_Exercise requirements_
Write out the entries exactly, leaving out every picture.

_Supplied information_
_ _ _ _ _ _ _

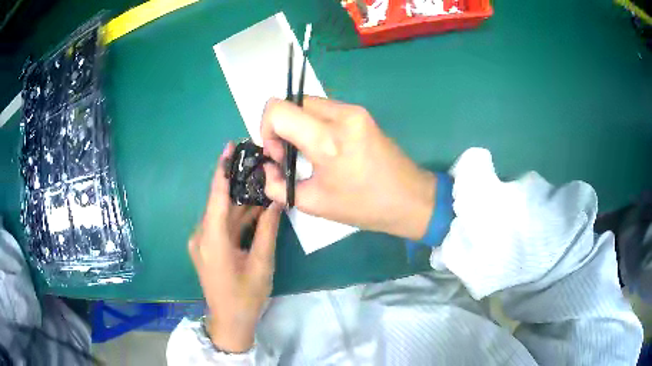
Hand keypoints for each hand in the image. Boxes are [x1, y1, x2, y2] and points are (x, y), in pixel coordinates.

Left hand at [189, 142, 281, 352]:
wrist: (230, 322)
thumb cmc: (246, 296)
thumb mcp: (261, 263)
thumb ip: (267, 230)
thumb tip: (277, 202)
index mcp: (212, 239)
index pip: (216, 196)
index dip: (223, 170)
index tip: (230, 146)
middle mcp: (201, 236)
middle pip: (220, 203)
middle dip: (238, 183)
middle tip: (258, 164)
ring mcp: (202, 242)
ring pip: (222, 214)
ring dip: (240, 202)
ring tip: (262, 183)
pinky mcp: (206, 248)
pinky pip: (221, 225)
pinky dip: (237, 217)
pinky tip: (255, 208)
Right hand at [261, 97, 435, 240]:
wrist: (409, 198)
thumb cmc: (363, 206)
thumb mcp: (313, 203)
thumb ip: (277, 184)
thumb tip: (267, 167)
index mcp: (328, 140)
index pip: (278, 109)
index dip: (267, 129)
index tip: (278, 154)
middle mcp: (341, 115)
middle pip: (291, 101)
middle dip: (280, 126)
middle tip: (289, 155)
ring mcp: (354, 110)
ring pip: (307, 103)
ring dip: (297, 124)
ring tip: (306, 153)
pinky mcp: (361, 113)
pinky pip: (324, 109)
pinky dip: (313, 123)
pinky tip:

_ _ _ _ _ _ _

_Exercise output_
Hand keypoints for each hand in the image. Boxes are [x1, y1, x2, y2] and points are (x, y), in pixel coordinates.

Left hand at [189, 142, 281, 352]:
wrist: (230, 322)
thumb cmc: (246, 296)
thumb mcp: (261, 263)
thumb ip: (267, 230)
thumb tip: (277, 202)
index mcp: (212, 239)
index pip: (216, 196)
index dip: (223, 170)
index tip: (230, 146)
middle mcp: (201, 236)
middle pip: (220, 203)
middle dip: (238, 183)
middle tip: (258, 164)
ring mcp: (202, 242)
ring pip: (222, 214)
ring dip: (240, 202)
ring tip: (262, 183)
pinky mcp: (206, 248)
pinky pip: (221, 225)
pinky dip: (237, 217)
pinky tip: (255, 208)
Right hand at [261, 97, 435, 240]:
wrist: (409, 198)
thumb cmc: (363, 206)
thumb mcp: (313, 203)
thumb ip: (277, 184)
thumb tip: (267, 167)
index mcp: (328, 140)
index pip: (278, 109)
index dip: (267, 129)
index tip: (278, 154)
middle mcp: (341, 115)
middle pip: (291, 101)
middle dip: (280, 126)
middle tip: (289, 155)
ring mcp: (354, 110)
ring pip: (307, 103)
ring dip: (297, 124)
ring tip: (306, 153)
pinky mcp: (361, 113)
pinky pip: (324, 109)
pinky dip: (313, 123)
pinky tip:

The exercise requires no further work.